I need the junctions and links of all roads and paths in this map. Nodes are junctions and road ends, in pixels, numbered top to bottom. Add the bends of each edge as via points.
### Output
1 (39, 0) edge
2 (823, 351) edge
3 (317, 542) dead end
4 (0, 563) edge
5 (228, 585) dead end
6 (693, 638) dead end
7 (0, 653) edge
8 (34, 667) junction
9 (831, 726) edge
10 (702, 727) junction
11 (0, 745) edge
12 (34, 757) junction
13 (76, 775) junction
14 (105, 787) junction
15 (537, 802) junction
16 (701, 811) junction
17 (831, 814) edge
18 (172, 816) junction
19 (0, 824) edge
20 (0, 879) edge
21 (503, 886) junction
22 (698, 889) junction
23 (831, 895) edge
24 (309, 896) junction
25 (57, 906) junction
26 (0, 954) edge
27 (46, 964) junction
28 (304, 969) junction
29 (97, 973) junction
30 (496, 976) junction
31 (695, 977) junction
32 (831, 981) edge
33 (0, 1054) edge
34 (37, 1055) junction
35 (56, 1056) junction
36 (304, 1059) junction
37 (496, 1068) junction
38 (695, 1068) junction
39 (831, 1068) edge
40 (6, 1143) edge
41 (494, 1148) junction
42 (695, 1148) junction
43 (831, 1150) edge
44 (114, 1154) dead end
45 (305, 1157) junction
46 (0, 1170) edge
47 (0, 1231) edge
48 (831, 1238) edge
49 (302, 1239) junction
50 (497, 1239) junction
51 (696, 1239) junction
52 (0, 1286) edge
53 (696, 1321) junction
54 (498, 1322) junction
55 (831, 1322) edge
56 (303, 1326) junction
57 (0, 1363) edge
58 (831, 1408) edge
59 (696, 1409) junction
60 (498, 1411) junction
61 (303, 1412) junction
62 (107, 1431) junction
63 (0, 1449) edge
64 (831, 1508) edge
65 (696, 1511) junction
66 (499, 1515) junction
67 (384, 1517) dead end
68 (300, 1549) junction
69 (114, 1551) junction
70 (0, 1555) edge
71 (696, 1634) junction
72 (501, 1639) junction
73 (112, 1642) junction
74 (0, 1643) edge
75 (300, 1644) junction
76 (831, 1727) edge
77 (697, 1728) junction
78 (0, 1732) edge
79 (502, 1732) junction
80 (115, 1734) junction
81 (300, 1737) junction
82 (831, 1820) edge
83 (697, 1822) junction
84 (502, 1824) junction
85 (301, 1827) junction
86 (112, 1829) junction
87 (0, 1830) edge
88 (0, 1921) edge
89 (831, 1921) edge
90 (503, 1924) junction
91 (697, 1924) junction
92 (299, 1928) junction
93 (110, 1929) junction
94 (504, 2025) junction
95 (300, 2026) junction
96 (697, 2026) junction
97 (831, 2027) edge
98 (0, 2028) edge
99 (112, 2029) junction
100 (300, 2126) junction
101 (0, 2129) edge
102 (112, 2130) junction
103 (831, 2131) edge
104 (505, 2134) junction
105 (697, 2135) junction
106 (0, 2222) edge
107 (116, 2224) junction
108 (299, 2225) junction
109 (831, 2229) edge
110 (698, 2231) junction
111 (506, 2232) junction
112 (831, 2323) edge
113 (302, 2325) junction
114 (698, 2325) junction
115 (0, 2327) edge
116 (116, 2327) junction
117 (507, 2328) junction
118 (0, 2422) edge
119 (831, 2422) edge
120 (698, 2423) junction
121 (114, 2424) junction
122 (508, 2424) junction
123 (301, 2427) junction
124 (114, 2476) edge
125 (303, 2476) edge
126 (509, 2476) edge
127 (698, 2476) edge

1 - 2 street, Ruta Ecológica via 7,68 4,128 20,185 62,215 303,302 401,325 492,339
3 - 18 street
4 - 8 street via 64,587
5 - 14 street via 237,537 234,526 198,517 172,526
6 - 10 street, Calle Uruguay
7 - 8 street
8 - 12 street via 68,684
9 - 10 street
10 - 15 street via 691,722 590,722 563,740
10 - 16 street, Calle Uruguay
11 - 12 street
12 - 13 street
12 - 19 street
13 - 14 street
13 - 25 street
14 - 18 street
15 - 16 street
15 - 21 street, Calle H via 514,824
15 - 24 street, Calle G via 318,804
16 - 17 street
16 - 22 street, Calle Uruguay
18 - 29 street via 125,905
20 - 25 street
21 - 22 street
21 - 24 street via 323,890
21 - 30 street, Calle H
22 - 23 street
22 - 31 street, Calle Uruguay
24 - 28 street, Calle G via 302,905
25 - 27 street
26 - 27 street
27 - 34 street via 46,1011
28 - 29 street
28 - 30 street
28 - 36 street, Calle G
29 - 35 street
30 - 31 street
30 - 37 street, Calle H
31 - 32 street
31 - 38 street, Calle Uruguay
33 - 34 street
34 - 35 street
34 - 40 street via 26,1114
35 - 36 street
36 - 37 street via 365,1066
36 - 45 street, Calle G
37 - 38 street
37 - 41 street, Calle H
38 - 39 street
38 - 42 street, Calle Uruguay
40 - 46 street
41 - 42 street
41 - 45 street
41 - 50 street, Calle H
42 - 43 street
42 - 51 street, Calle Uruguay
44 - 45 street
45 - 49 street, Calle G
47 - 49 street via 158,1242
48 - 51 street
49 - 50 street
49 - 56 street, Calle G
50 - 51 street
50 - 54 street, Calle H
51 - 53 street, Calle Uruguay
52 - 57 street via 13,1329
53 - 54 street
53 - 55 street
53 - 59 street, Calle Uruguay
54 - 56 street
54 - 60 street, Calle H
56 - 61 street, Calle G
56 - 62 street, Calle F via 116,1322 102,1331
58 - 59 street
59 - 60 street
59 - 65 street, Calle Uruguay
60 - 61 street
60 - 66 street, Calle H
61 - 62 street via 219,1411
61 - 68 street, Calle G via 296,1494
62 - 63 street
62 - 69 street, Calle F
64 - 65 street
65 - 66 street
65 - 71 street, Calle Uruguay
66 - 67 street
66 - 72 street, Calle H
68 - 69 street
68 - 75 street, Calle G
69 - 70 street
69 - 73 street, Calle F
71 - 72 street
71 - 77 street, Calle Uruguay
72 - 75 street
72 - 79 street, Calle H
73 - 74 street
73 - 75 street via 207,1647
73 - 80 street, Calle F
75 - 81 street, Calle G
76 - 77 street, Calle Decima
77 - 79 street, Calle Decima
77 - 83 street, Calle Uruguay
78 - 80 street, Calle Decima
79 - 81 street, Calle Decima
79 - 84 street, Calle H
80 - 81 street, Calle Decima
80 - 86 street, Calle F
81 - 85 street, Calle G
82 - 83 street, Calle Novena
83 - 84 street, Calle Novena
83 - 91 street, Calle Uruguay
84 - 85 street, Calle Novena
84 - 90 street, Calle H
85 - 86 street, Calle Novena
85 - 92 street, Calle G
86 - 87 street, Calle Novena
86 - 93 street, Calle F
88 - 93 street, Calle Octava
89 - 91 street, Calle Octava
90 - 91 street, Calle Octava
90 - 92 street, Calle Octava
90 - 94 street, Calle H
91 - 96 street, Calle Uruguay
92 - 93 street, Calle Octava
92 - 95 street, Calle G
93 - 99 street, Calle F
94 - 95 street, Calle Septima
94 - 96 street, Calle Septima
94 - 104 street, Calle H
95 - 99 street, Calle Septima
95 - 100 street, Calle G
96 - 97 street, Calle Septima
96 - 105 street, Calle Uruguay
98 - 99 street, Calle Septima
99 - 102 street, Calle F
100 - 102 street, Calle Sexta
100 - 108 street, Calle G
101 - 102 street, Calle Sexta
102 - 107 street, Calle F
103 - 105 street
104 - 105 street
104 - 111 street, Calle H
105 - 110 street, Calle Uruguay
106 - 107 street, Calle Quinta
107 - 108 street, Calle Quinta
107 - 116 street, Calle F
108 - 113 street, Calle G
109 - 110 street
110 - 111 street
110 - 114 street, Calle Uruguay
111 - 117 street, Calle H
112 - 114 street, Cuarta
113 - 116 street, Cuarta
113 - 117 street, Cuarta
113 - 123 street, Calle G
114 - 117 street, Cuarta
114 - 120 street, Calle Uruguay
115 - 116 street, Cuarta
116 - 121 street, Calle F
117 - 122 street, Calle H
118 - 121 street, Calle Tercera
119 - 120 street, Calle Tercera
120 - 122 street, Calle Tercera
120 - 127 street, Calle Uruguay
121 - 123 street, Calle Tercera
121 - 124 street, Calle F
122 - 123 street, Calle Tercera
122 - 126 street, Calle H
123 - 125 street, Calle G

********

Required action
Scan the records for the word "Novena". Copy each line where it turns up.

Solution
82 - 83 street, Calle Novena
83 - 84 street, Calle Novena
84 - 85 street, Calle Novena
85 - 86 street, Calle Novena
86 - 87 street, Calle Novena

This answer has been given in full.